### Exercise instructions:
Below are records; copy every line among them that contains the word "main".

(Stored items)
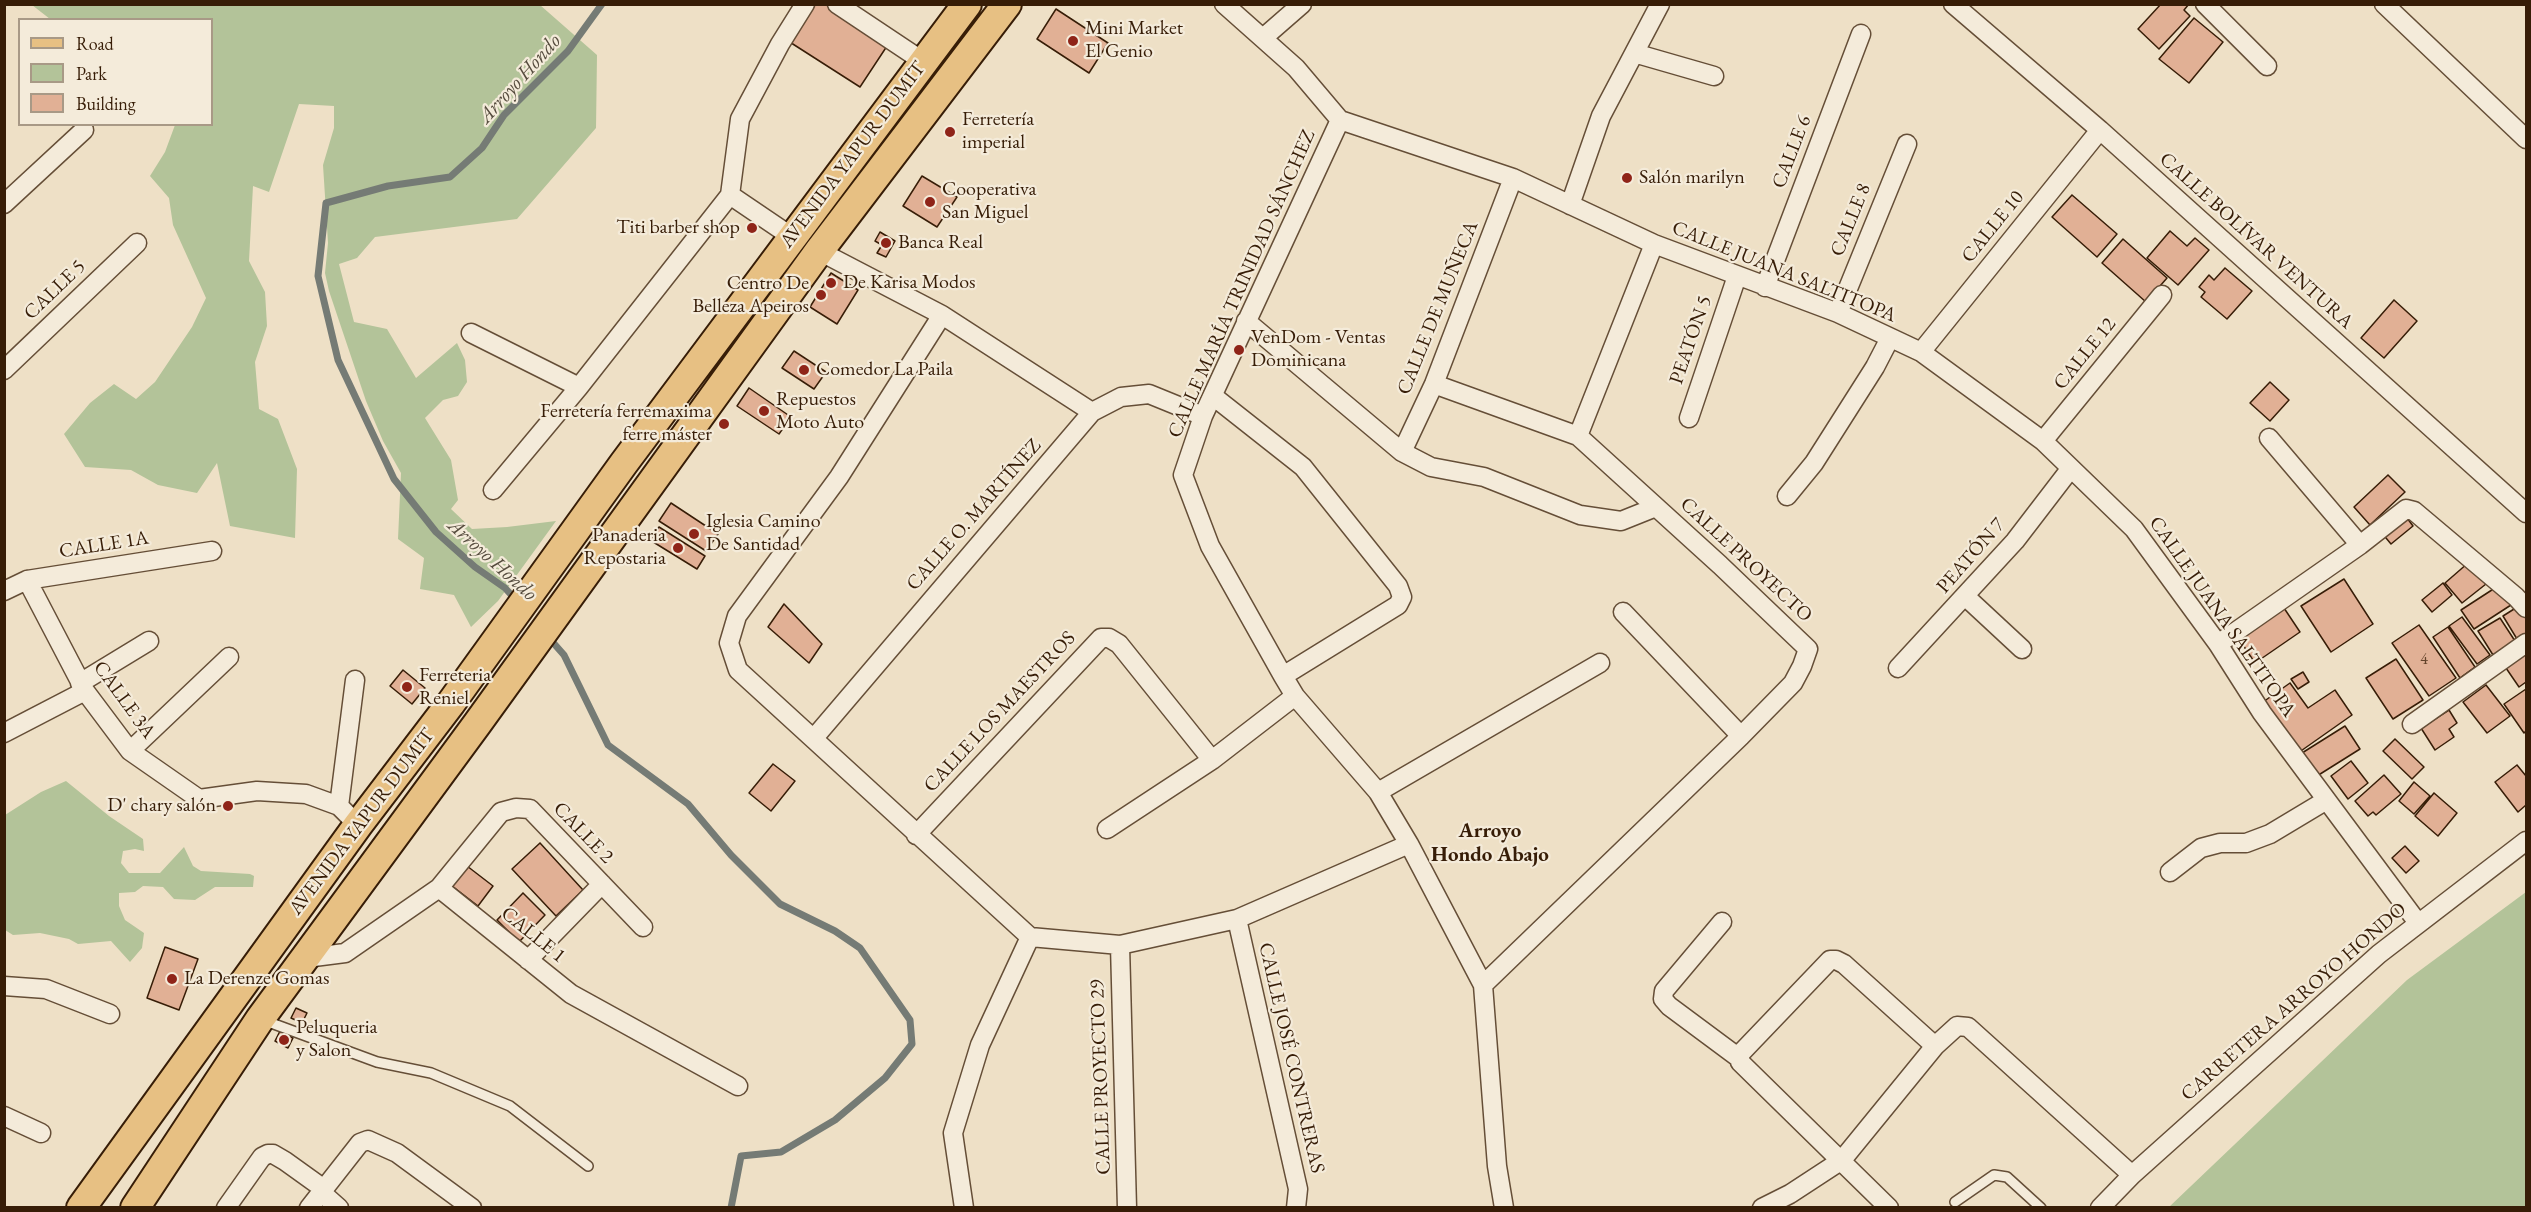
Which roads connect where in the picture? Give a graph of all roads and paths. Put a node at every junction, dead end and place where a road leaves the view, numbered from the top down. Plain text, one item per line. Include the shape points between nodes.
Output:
1 (805, 4) edge
2 (837, 4) edge
3 (967, 4) edge
4 (1007, 4) edge
5 (1224, 4) edge
6 (1302, 4) edge
7 (1660, 4) edge
8 (1953, 4) edge
9 (2205, 4) edge
10 (2384, 4) edge
11 (1861, 34) dead end
12 (1263, 38) junction
13 (1635, 53) junction
14 (924, 62) junction
15 (2267, 66) dead end
16 (1714, 76) dead end
17 (1340, 120) junction
18 (84, 130) dead end
19 (2100, 130) junction
20 (2526, 139) edge
21 (1907, 144) dead end
22 (1513, 178) junction
23 (730, 195) junction
24 (4, 204) edge
25 (1570, 205) junction
26 (792, 237) junction
27 (137, 243) dead end
28 (1654, 244) junction
29 (819, 251) junction
30 (1737, 276) junction
31 (1765, 287) junction
32 (2162, 295) dead end
33 (1838, 313) junction
34 (942, 315) junction
35 (1246, 321) junction
36 (471, 333) dead end
37 (1890, 338) junction
38 (1921, 352) junction
39 (4, 370) edge
40 (1434, 384) junction
41 (579, 387) junction
42 (1213, 396) junction
43 (1092, 412) junction
44 (1203, 416) junction
45 (1689, 418) dead end
46 (1578, 436) junction
47 (2268, 438) dead end
48 (2043, 441) junction
49 (1402, 452) junction
50 (2071, 468) junction
51 (493, 490) dead end
52 (1786, 496) dead end
53 (1656, 507) junction
54 (2526, 513) edge
55 (2360, 545) junction
56 (212, 551) dead end
57 (27, 580) junction
58 (4, 591) edge
59 (1965, 597) junction
60 (2526, 608) edge
61 (1623, 612) dead end
62 (149, 641) dead end
63 (2526, 643) edge
64 (2218, 644) junction
65 (2022, 649) dead end
66 (229, 657) dead end
67 (1600, 663) dead end
68 (1898, 668) dead end
69 (1283, 676) junction
70 (355, 680) dead end
71 (83, 687) junction
72 (1295, 696) junction
73 (2412, 723) dead end
74 (4, 733) edge
75 (1742, 736) junction
76 (813, 738) junction
77 (130, 751) junction
78 (1212, 760) junction
79 (1378, 792) junction
80 (2325, 801) junction
81 (349, 816) junction
82 (1107, 829) dead end
83 (916, 835) junction
84 (2526, 841) edge
85 (1409, 844) junction
86 (2169, 872) dead end
87 (602, 884) junction
88 (439, 888) junction
89 (1237, 919) junction
90 (1722, 922) dead end
91 (2418, 923) junction
92 (643, 927) dead end
93 (1030, 937) junction
94 (1120, 945) junction
95 (306, 958) junction
96 (528, 960) junction
97 (1483, 985) junction
98 (4, 986) edge
99 (110, 1014) dead end
100 (260, 1019) junction
101 (1935, 1046) junction
102 (1739, 1058) junction
103 (738, 1086) dead end
104 (4, 1116) edge
105 (41, 1133) dead end
106 (1842, 1160) junction
107 (588, 1166) dead end
108 (2132, 1175) junction
109 (322, 1190) junction
110 (1955, 1202) dead end
111 (81, 1208) edge
112 (135, 1208) edge
113 (226, 1208) edge
114 (309, 1208) edge
115 (339, 1208) edge
116 (472, 1208) edge
117 (964, 1208) edge
118 (1127, 1208) edge
119 (1296, 1208) edge
120 (1504, 1208) edge
121 (1762, 1208) edge
122 (1889, 1208) edge
123 (2041, 1208) edge
124 (2100, 1208) edge

1 - 23 street via 740,119
2 - 14 street
3 - 14 main road, AVENIDA YAPUR DUMIT
4 - 29 main road, AVENIDA YAPUR DUMIT
5 - 12 street
6 - 12 street
7 - 13 street
8 - 19 street, CALLE BOLÍVAR VENTURA
9 - 15 street
10 - 20 street
11 - 31 street, CALLE 6
12 - 17 street via 1296,68
13 - 16 street
13 - 25 street via 1601,116
14 - 26 main road, AVENIDA YAPUR DUMIT
17 - 22 street, CALLE JUANA SALTITOPA
17 - 35 street, CALLE MARÍA TRINIDAD SÁNCHEZ
18 - 24 street
19 - 38 street, CALLE 10
19 - 54 street, CALLE BOLÍVAR VENTURA
21 - 33 street, CALLE 8
22 - 25 street, CALLE JUANA SALTITOPA
22 - 40 street, CALLE DE MUÑECA
23 - 26 street
23 - 41 street
25 - 28 street, CALLE JUANA SALTITOPA
26 - 81 main road, AVENIDA YAPUR DUMIT via 451,703
27 - 39 street, CALLE 5
28 - 30 street, CALLE JUANA SALTITOPA
28 - 46 street
29 - 34 street
29 - 95 main road, AVENIDA YAPUR DUMIT
30 - 31 street, CALLE JUANA SALTITOPA
30 - 45 street, PEATÓN 5
31 - 33 street, CALLE JUANA SALTITOPA
32 - 48 street, CALLE 12
33 - 37 street, CALLE JUANA SALTITOPA
34 - 43 street
34 - 76 street via 839,477 737,616 729,643 738,670
35 - 42 street, CALLE MARÍA TRINIDAD SÁNCHEZ
35 - 49 street
36 - 41 street
37 - 38 street, CALLE JUANA SALTITOPA
37 - 52 street via 1824,447
38 - 48 street, CALLE JUANA SALTITOPA
40 - 46 street, CALLE PROYECTO
40 - 49 street, CALLE DE MUÑECA
41 - 51 street
42 - 44 street, CALLE MARÍA TRINIDAD SÁNCHEZ
42 - 69 street via 1303,467 1398,586 1402,597 1398,605
43 - 44 street, CALLE O. MARTÍNEZ via 1121,397 1149,394
43 - 76 street, CALLE O. MARTÍNEZ
44 - 69 street, CALLE MARÍA TRINIDAD SÁNCHEZ via 1183,475 1210,546
46 - 53 street, CALLE PROYECTO
47 - 55 street
48 - 50 street, CALLE JUANA SALTITOPA
49 - 53 street via 1431,467 1484,477 1580,514 1621,522
50 - 59 street, PEATÓN 7 via 2015,541
50 - 64 street, CALLE JUANA SALTITOPA via 2134,529
53 - 75 street, CALLE PROYECTO via 1808,649 1793,683
55 - 60 street via 2410,509
55 - 64 street
56 - 57 street, CALLE 1A
57 - 58 street, CALLE 1A
57 - 71 street, CALLE 3A
59 - 65 street
59 - 68 street, PEATÓN 7
61 - 75 street
62 - 71 street
63 - 73 street
64 - 80 street, CALLE JUANA SALTITOPA
66 - 77 street
67 - 79 street
69 - 72 street, CALLE MARÍA TRINIDAD SÁNCHEZ
70 - 81 street
71 - 74 street
71 - 77 street, CALLE 3A
72 - 78 street
72 - 79 street, CALLE MARÍA TRINIDAD SÁNCHEZ
75 - 97 street, CALLE PROYECTO
76 - 83 street
77 - 81 street, CALLE 3A via 199,799 257,791 306,794
78 - 82 street
78 - 83 street, CALLE LOS MAESTROS via 1119,644 1101,638
79 - 85 street, CALLE MARÍA TRINIDAD SÁNCHEZ
80 - 86 street via 2270,834 2246,843 2201,848
80 - 91 street, CALLE JUANA SALTITOPA
81 - 111 main road, AVENIDA YAPUR DUMIT
83 - 93 street
84 - 91 street, CARRETERA ARROYO HONDO
85 - 89 street
85 - 97 street, CALLE MARÍA TRINIDAD SÁNCHEZ
87 - 88 street, CALLE 2 via 530,809 516,808 501,812
87 - 92 street, CALLE 2
87 - 96 street
88 - 95 street via 345,953
88 - 96 street, CALLE 1
89 - 94 street
89 - 119 street, CALLE JOSÉ CONTRERAS via 1298,1189
90 - 102 street via 1664,992 1663,999
91 - 108 street, CARRETERA ARROYO HONDO
93 - 94 street
93 - 117 street via 980,1045 953,1133
94 - 118 street, CALLE PROYECTO 29
95 - 100 main road, AVENIDA YAPUR DUMIT
96 - 103 street, CALLE 1 via 571,994
97 - 120 street, CALLE MARÍA TRINIDAD SÁNCHEZ via 1497,1166
98 - 99 street via 46,989
100 - 107 lane via 377,1062 431,1073 510,1106
100 - 112 main road, AVENIDA YAPUR DUMIT
101 - 102 street via 1844,964 1830,960
101 - 106 street
101 - 108 street via 1957,1026 1968,1027
102 - 106 street
104 - 105 street
106 - 121 street
106 - 122 street
108 - 124 street, CARRETERA ARROYO HONDO
109 - 113 street via 285,1161 268,1154
109 - 114 street
109 - 115 street
109 - 116 street via 360,1143 368,1140 397,1153
110 - 123 lane via 1994,1175 2007,1176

### Response area:
3 - 14 main road, AVENIDA YAPUR DUMIT
4 - 29 main road, AVENIDA YAPUR DUMIT
14 - 26 main road, AVENIDA YAPUR DUMIT
26 - 81 main road, AVENIDA YAPUR DUMIT via 451,703
29 - 95 main road, AVENIDA YAPUR DUMIT
81 - 111 main road, AVENIDA YAPUR DUMIT
95 - 100 main road, AVENIDA YAPUR DUMIT
100 - 112 main road, AVENIDA YAPUR DUMIT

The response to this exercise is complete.